● Activity
The records must be duplicated exactly, with every picture left out.

● Dataset entries
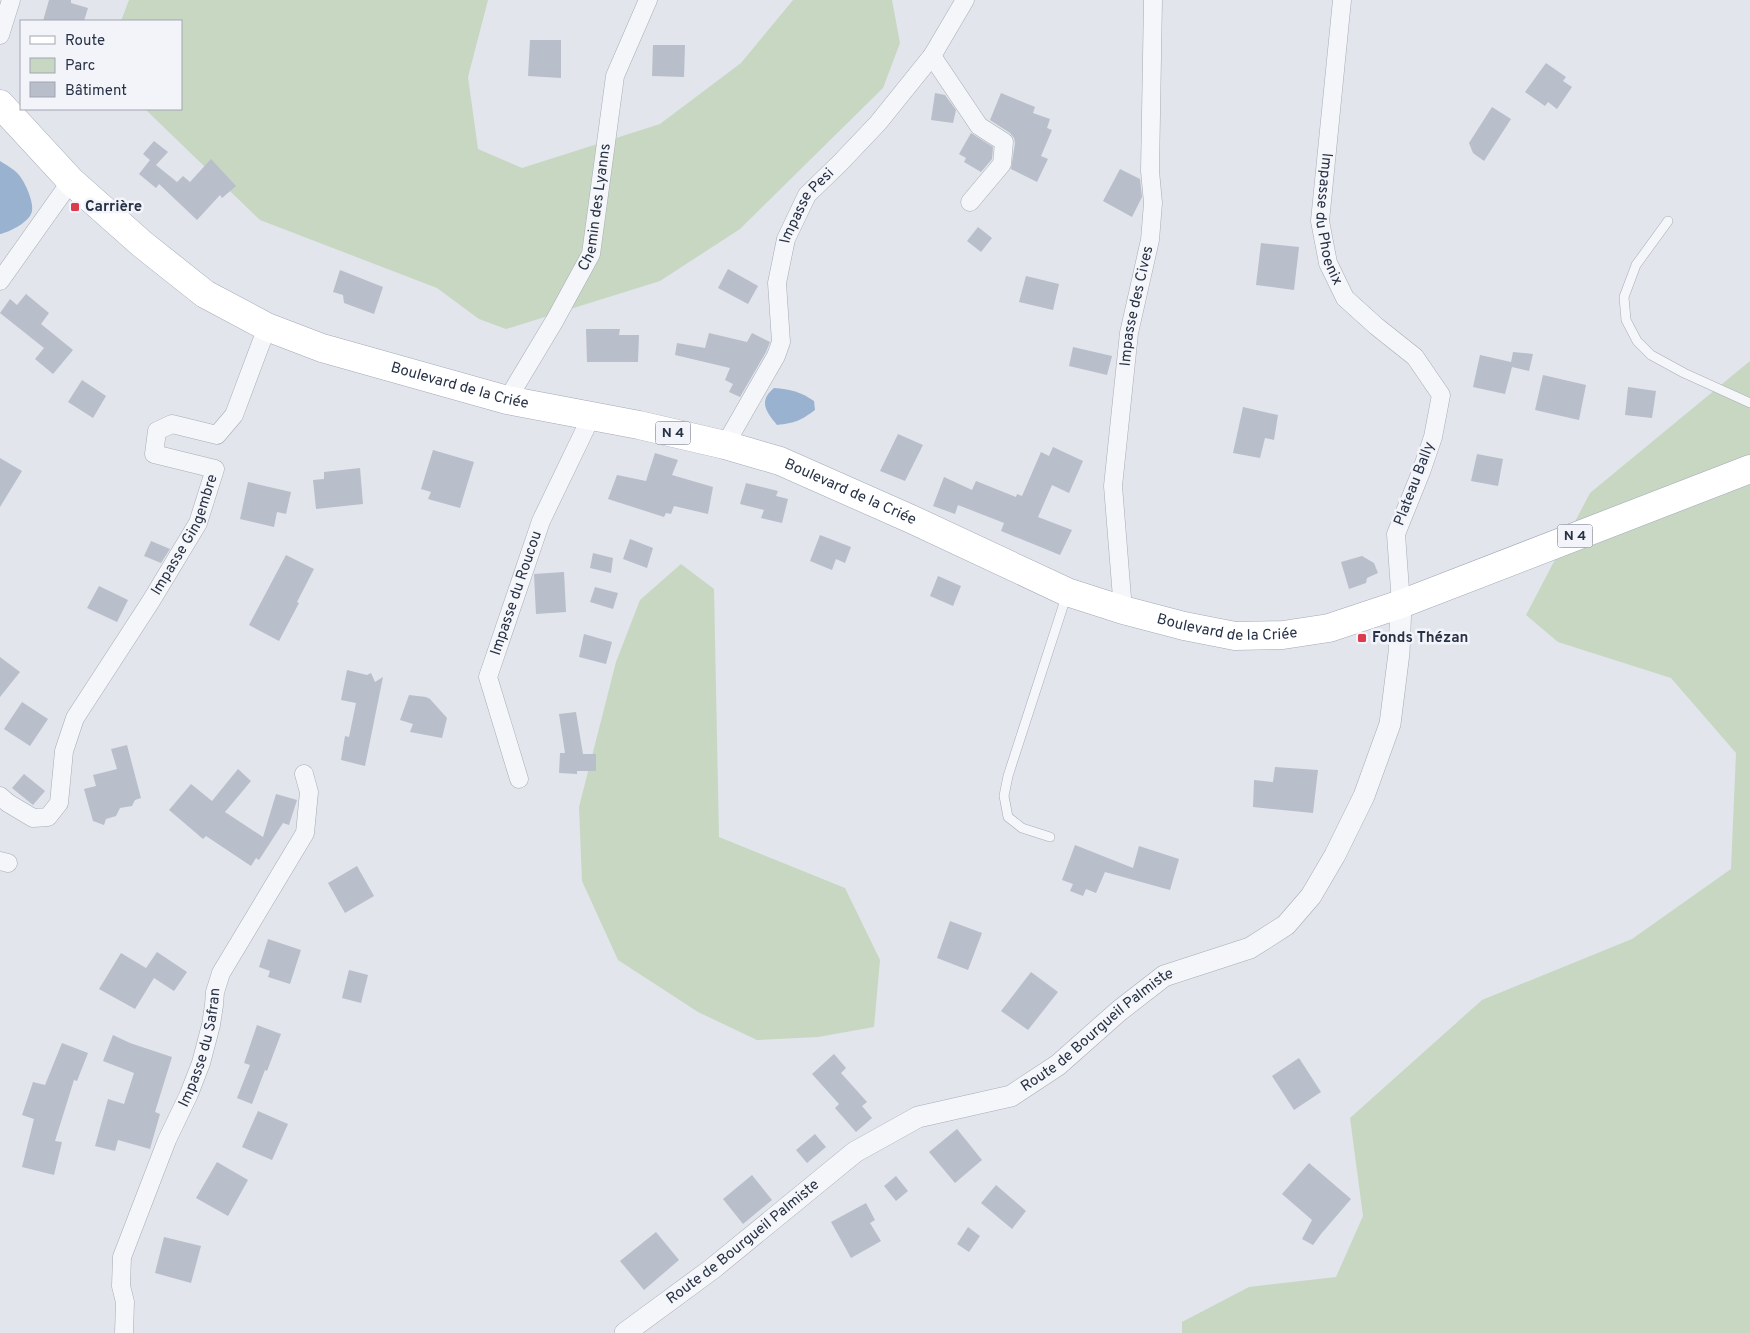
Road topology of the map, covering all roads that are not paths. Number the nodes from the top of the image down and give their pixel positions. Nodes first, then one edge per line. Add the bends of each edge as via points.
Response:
1 (11, 0) edge
2 (648, 0) edge
3 (965, 0) edge
4 (1153, 0) edge
5 (1342, 0) edge
6 (0, 35) edge
7 (932, 56) junction
8 (0, 104) edge
9 (72, 181) junction
10 (970, 202) dead end
11 (1668, 221) dead end
12 (0, 281) edge
13 (267, 327) junction
14 (1441, 395) joint
15 (507, 400) junction
16 (1750, 402) edge
17 (592, 416) junction
18 (725, 445) junction
19 (1750, 469) edge
20 (1068, 592) junction
21 (1400, 604) junction
22 (1123, 610) junction
23 (304, 774) dead end
24 (519, 778) dead end
25 (0, 796) edge
26 (1050, 837) dead end
27 (124, 1333) edge
28 (625, 1333) edge

1 - 6 street
2 - 15 street, Chemin des Lyanns via 615,76 591,254
3 - 7 street, Impasse Pesi
4 - 22 street, Impasse des Cives via 1150,171 1153,203 1150,240 1128,342 1113,486
5 - 14 street, Impasse du Phoenix via 1320,221 1328,263 1345,298 1415,357
7 - 10 street via 979,126 1004,142 1002,164
7 - 18 street, Impasse Pesi via 878,123 808,195 786,240 777,282 781,342
8 - 9 main road, Boulevard de la Criée / N 4
9 - 12 street
9 - 13 main road, Boulevard de la Criée / N 4 via 142,244 205,294
11 - 16 lane via 1636,265 1624,297 1626,320 1637,341 1651,355
13 - 15 main road, Boulevard de la Criée / N 4 via 322,348
13 - 25 street, Impasse Gingembre via 234,415 217,435 172,424 157,431 154,454 215,469 198,523 75,718 64,751 59,803 48,817 32,818
14 - 21 street, Plateau Bally via 1433,437 1396,534
15 - 17 main road, Boulevard de la Criée / N 4
17 - 18 main road, Boulevard de la Criée / N 4
17 - 24 street, Impasse du Roucou via 541,521 488,677
18 - 20 main road, Boulevard de la Criée / N 4 via 789,464
19 - 21 main road, Boulevard de la Criée / N 4
20 - 22 main road, Boulevard de la Criée / N 4
20 - 26 lane via 1010,768 1004,796 1008,817 1022,828
21 - 22 main road, Boulevard de la Criée / N 4 via 1329,628 1235,636
21 - 28 street, Route de Bourgueil Palmiste via 1399,653 1390,724 1364,796 1334,855 1311,896 1286,925 1250,948 1164,976 1058,1065 1011,1096 918,1117 855,1152 712,1269
23 - 27 street, Impasse du Safran via 310,792 305,833 221,973 201,1063 122,1257 120,1286 124,1302

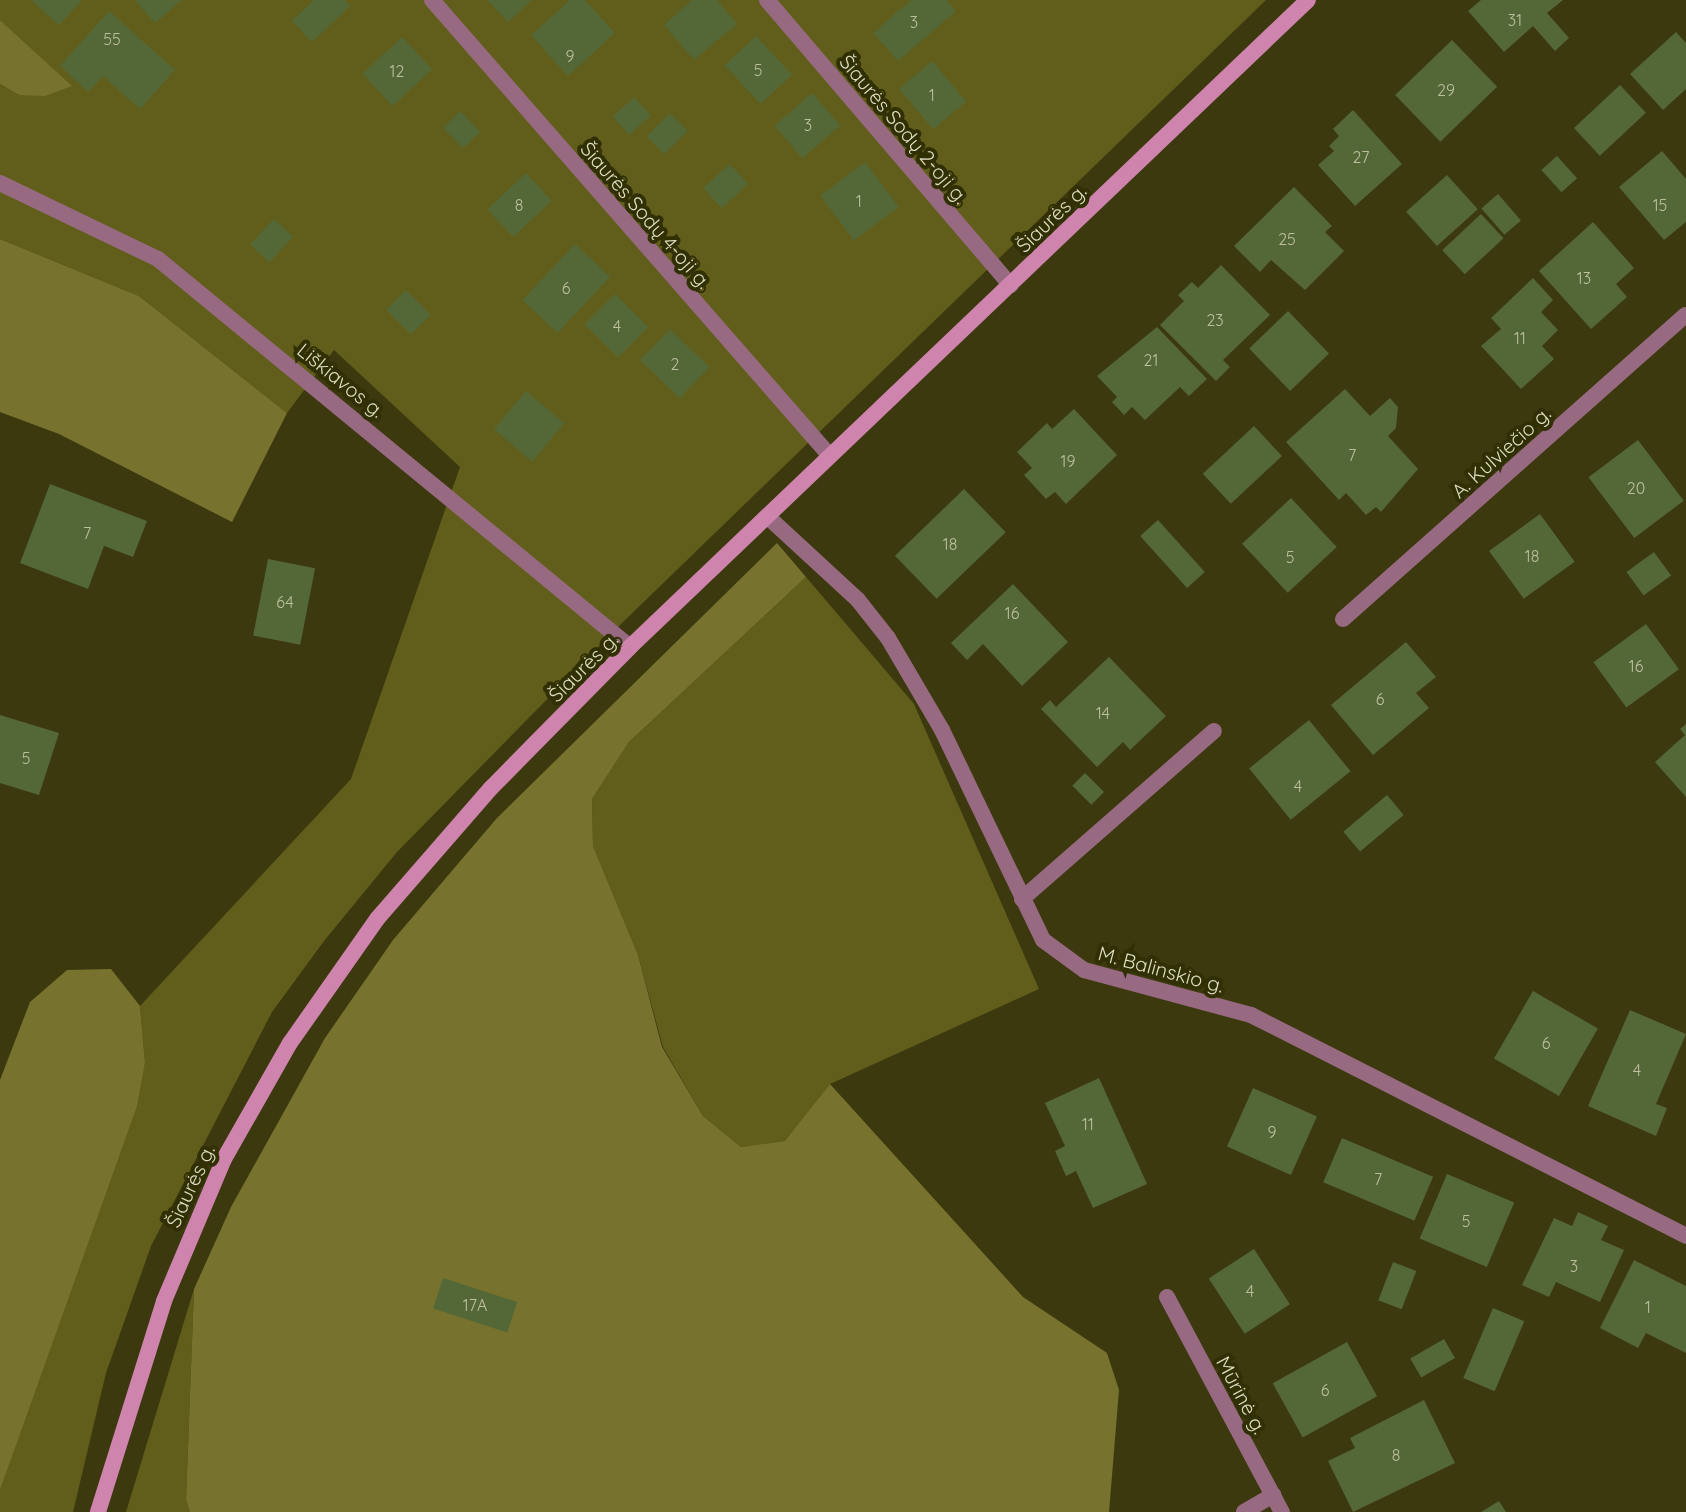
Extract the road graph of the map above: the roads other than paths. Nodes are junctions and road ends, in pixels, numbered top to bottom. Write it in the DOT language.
graph roads {
  1 [pos="432,0"];
  2 [pos="767,0"];
  3 [pos="1308,0"];
  4 [pos="0,183"];
  5 [pos="1010,285"];
  6 [pos="1686,315"];
  7 [pos="830,456"];
  8 [pos="768,517"];
  9 [pos="1343,619"];
  10 [pos="630,647"];
  11 [pos="1214,731"];
  12 [pos="1022,899"];
  13 [pos="1686,1236"];
  14 [pos="1167,1297"];
  15 [pos="1273,1495"];
  16 [pos="98,1512"];
  17 [pos="1244,1512"];
  18 [pos="1282,1512"];
  1 -- 7 [label="street, Šiaurės Sodų 4-oji g."];
  2 -- 5 [label="street, Šiaurės Sodų 2-oji g."];
  3 -- 5 [label="main road, Šiaurės g."];
  4 -- 10 [label="street, Liškiavos g."];
  5 -- 7 [label="main road, Šiaurės g."];
  6 -- 9 [label="street, A. Kulviečio g."];
  7 -- 8 [label="main road, Šiaurės g."];
  8 -- 10 [label="main road, Šiaurės g."];
  8 -- 12 [label="street, M. Balinskio g."];
  10 -- 16 [label="main road, Šiaurės g."];
  11 -- 12 [label="street"];
  12 -- 13 [label="street, M. Balinskio g."];
  14 -- 15 [label="street, Mūrinė g."];
  15 -- 17 [label="street"];
  15 -- 18 [label="street, Mūrinė g."];
}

● Problem solution
Road topology of the map, covering all roads that are not paths. Number the nodes from the top of the image down and give their pixel positions. Nodes first, then one edge per line. Add the bends of each edge as via points.
Response:
1 (11, 0) edge
2 (648, 0) edge
3 (965, 0) edge
4 (1153, 0) edge
5 (1342, 0) edge
6 (0, 35) edge
7 (932, 56) junction
8 (0, 104) edge
9 (72, 181) junction
10 (970, 202) dead end
11 (1668, 221) dead end
12 (0, 281) edge
13 (267, 327) junction
14 (1441, 395) joint
15 (507, 400) junction
16 (1750, 402) edge
17 (592, 416) junction
18 (725, 445) junction
19 (1750, 469) edge
20 (1068, 592) junction
21 (1400, 604) junction
22 (1123, 610) junction
23 (304, 774) dead end
24 (519, 778) dead end
25 (0, 796) edge
26 (1050, 837) dead end
27 (124, 1333) edge
28 (625, 1333) edge

1 - 6 street
2 - 15 street, Chemin des Lyanns via 615,76 591,254
3 - 7 street, Impasse Pesi
4 - 22 street, Impasse des Cives via 1150,171 1153,203 1150,240 1128,342 1113,486
5 - 14 street, Impasse du Phoenix via 1320,221 1328,263 1345,298 1415,357
7 - 10 street via 979,126 1004,142 1002,164
7 - 18 street, Impasse Pesi via 878,123 808,195 786,240 777,282 781,342
8 - 9 main road, Boulevard de la Criée / N 4
9 - 12 street
9 - 13 main road, Boulevard de la Criée / N 4 via 142,244 205,294
11 - 16 lane via 1636,265 1624,297 1626,320 1637,341 1651,355
13 - 15 main road, Boulevard de la Criée / N 4 via 322,348
13 - 25 street, Impasse Gingembre via 234,415 217,435 172,424 157,431 154,454 215,469 198,523 75,718 64,751 59,803 48,817 32,818
14 - 21 street, Plateau Bally via 1433,437 1396,534
15 - 17 main road, Boulevard de la Criée / N 4
17 - 18 main road, Boulevard de la Criée / N 4
17 - 24 street, Impasse du Roucou via 541,521 488,677
18 - 20 main road, Boulevard de la Criée / N 4 via 789,464
19 - 21 main road, Boulevard de la Criée / N 4
20 - 22 main road, Boulevard de la Criée / N 4
20 - 26 lane via 1010,768 1004,796 1008,817 1022,828
21 - 22 main road, Boulevard de la Criée / N 4 via 1329,628 1235,636
21 - 28 street, Route de Bourgueil Palmiste via 1399,653 1390,724 1364,796 1334,855 1311,896 1286,925 1250,948 1164,976 1058,1065 1011,1096 918,1117 855,1152 712,1269
23 - 27 street, Impasse du Safran via 310,792 305,833 221,973 201,1063 122,1257 120,1286 124,1302

Extract the road graph of the map above: the roads other than paths. Nodes are junctions and road ends, in pixels, numbered top to bottom. Write it in the DOT language.
graph roads {
  1 [pos="432,0"];
  2 [pos="767,0"];
  3 [pos="1308,0"];
  4 [pos="0,183"];
  5 [pos="1010,285"];
  6 [pos="1686,315"];
  7 [pos="830,456"];
  8 [pos="768,517"];
  9 [pos="1343,619"];
  10 [pos="630,647"];
  11 [pos="1214,731"];
  12 [pos="1022,899"];
  13 [pos="1686,1236"];
  14 [pos="1167,1297"];
  15 [pos="1273,1495"];
  16 [pos="98,1512"];
  17 [pos="1244,1512"];
  18 [pos="1282,1512"];
  1 -- 7 [label="street, Šiaurės Sodų 4-oji g."];
  2 -- 5 [label="street, Šiaurės Sodų 2-oji g."];
  3 -- 5 [label="main road, Šiaurės g."];
  4 -- 10 [label="street, Liškiavos g."];
  5 -- 7 [label="main road, Šiaurės g."];
  6 -- 9 [label="street, A. Kulviečio g."];
  7 -- 8 [label="main road, Šiaurės g."];
  8 -- 10 [label="main road, Šiaurės g."];
  8 -- 12 [label="street, M. Balinskio g."];
  10 -- 16 [label="main road, Šiaurės g."];
  11 -- 12 [label="street"];
  12 -- 13 [label="street, M. Balinskio g."];
  14 -- 15 [label="street, Mūrinė g."];
  15 -- 17 [label="street"];
  15 -- 18 [label="street, Mūrinė g."];
}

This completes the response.